| Activity |
In the records that follow, find each line with the word "nodes" and copy it.
START Data for this task
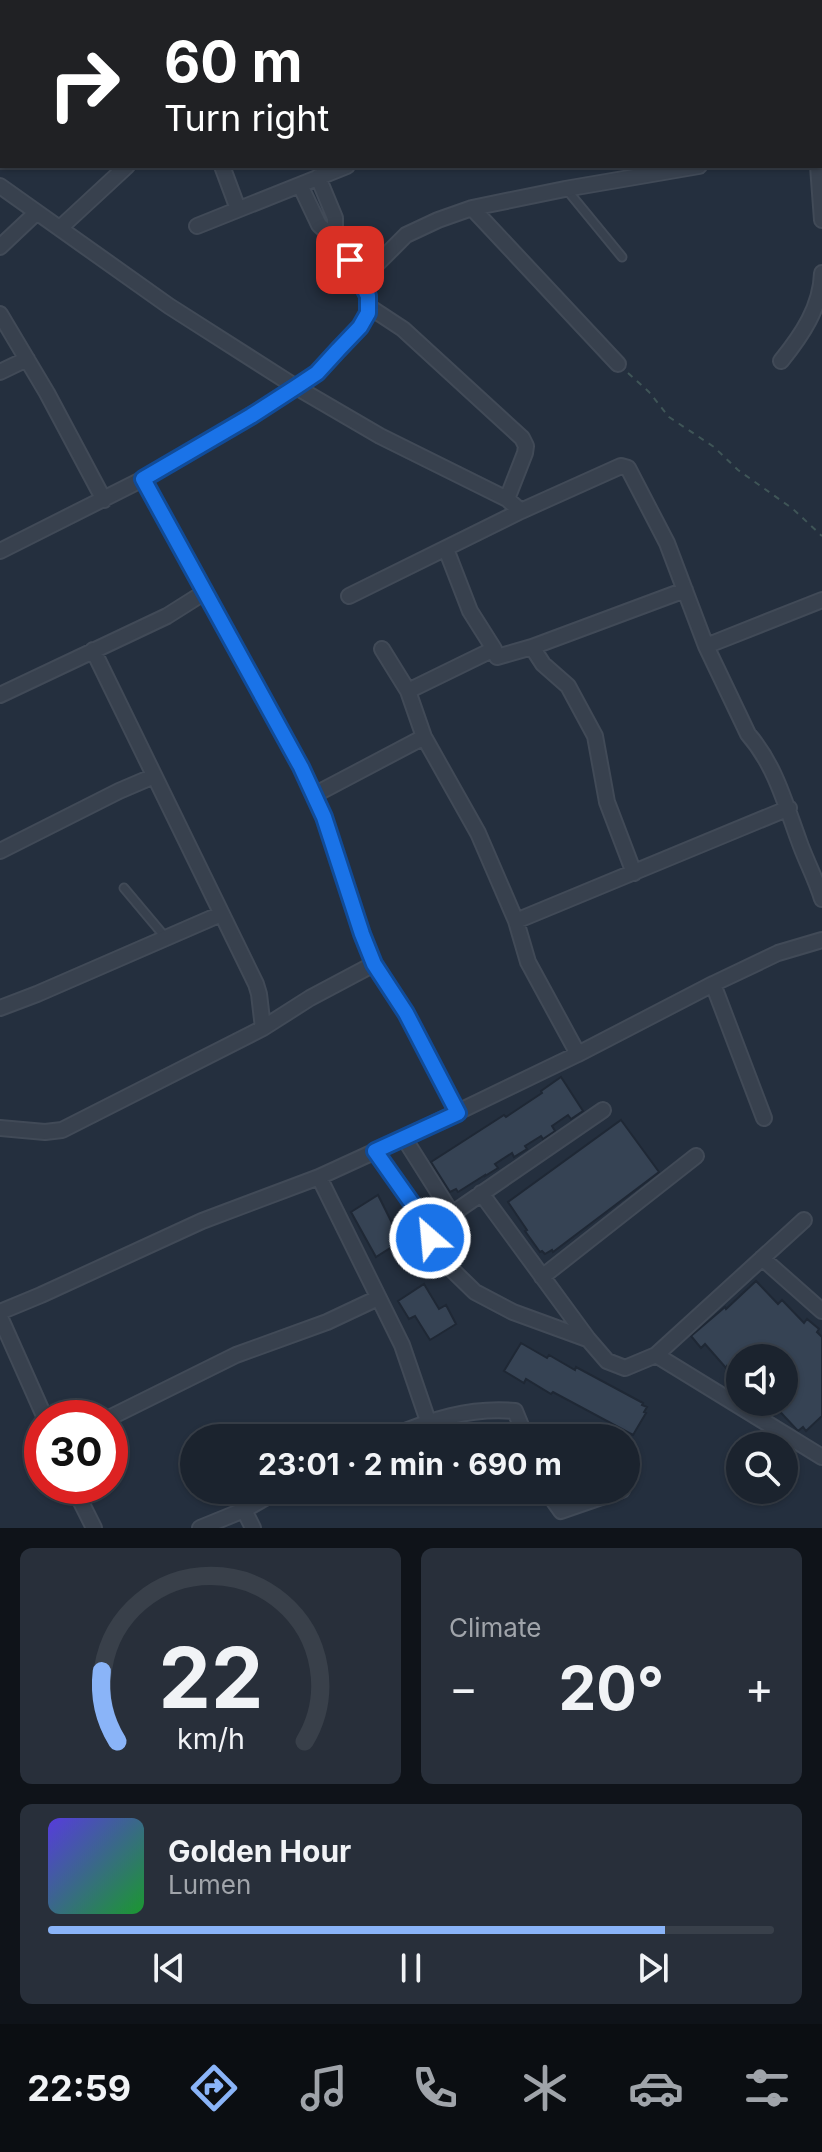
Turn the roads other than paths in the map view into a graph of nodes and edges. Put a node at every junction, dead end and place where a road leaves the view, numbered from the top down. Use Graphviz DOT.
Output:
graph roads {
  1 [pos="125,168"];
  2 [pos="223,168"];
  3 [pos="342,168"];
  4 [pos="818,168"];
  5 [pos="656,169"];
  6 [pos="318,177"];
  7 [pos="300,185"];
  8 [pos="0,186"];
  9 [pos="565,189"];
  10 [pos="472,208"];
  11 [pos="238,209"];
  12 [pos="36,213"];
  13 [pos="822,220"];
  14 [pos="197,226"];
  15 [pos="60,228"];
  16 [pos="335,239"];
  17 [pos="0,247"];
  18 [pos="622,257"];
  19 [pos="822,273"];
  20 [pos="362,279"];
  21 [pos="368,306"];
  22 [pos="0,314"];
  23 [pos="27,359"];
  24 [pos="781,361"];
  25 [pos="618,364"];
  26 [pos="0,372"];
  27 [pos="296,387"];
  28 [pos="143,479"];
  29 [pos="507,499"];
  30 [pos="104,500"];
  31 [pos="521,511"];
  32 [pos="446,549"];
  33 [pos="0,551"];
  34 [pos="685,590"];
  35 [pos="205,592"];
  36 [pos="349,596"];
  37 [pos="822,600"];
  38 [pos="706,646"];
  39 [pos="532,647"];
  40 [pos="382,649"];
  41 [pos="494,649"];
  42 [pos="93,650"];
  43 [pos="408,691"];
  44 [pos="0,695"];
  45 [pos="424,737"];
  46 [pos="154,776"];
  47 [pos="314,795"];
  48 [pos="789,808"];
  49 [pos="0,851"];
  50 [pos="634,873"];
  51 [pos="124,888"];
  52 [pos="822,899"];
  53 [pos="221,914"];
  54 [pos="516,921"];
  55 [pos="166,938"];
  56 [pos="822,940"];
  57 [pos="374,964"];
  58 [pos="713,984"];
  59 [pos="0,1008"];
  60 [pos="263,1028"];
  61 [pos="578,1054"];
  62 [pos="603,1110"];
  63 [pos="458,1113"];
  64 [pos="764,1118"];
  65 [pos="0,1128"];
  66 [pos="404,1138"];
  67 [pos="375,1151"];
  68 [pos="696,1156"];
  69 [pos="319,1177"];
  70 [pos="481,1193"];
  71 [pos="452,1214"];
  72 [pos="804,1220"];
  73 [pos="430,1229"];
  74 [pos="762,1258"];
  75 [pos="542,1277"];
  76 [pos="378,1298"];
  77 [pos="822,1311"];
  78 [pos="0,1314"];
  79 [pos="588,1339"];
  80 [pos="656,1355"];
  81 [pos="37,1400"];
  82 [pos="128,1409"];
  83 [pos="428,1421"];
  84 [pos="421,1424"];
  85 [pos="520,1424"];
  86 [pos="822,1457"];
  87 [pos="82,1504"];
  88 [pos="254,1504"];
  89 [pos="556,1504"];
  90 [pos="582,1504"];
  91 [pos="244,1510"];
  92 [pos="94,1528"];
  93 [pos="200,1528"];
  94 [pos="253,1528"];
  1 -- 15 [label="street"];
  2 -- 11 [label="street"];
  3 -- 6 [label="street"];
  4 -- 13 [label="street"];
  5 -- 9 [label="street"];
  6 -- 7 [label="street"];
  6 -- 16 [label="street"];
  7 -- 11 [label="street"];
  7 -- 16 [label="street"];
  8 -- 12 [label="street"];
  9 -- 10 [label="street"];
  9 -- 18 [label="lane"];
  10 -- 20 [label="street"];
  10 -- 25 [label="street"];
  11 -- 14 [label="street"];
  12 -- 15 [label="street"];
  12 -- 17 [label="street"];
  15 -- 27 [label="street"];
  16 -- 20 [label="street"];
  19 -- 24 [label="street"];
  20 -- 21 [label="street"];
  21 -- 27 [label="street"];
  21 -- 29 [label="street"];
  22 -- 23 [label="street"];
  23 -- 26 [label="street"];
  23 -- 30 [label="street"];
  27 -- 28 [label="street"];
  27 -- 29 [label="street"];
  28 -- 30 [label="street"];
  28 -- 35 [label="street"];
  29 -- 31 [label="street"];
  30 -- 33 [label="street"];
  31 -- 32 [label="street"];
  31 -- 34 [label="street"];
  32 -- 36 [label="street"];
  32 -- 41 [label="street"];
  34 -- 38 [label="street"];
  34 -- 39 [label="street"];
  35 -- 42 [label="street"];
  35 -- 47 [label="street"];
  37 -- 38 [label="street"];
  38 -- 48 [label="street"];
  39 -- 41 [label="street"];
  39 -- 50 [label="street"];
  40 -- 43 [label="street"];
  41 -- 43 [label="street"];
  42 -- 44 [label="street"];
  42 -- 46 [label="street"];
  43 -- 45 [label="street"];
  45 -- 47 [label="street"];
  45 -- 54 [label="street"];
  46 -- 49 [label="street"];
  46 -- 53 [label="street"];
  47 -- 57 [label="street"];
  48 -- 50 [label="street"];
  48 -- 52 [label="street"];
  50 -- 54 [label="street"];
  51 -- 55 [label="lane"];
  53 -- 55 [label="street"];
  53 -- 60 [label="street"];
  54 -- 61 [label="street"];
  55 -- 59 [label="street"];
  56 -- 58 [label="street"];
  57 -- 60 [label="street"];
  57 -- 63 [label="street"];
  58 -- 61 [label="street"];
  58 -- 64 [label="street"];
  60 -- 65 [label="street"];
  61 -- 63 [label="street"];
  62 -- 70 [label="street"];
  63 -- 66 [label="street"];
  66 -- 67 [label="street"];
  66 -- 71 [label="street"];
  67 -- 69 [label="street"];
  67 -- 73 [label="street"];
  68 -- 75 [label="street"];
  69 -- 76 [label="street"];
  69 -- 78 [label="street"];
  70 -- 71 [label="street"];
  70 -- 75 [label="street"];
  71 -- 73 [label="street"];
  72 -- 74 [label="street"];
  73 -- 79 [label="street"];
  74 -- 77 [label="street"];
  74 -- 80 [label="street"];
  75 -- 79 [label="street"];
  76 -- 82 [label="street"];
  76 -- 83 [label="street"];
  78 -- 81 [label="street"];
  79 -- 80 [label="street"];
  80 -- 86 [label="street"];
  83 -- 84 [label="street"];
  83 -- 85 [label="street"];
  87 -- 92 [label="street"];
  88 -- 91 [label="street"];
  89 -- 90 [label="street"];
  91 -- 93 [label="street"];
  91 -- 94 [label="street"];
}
END Data for this task
START Data for this task
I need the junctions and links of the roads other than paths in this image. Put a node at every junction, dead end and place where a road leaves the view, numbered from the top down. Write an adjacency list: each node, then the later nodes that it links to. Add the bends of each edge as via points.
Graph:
END Data for this task
| Completed task |
Turn the roads other than paths in the map view into a graph of nodes and edges. Put a node at every junction, dead end and place where a road leaves the view, numbered from the top down. Use Graphviz DOT.
I need the junctions and links of the roads other than paths in this image. Put a node at every junction, dead end and place where a road leaves the view, numbered from the top down. Write an adjacency list: each node, then the later nodes that it links to. Add the bends of each edge as via points.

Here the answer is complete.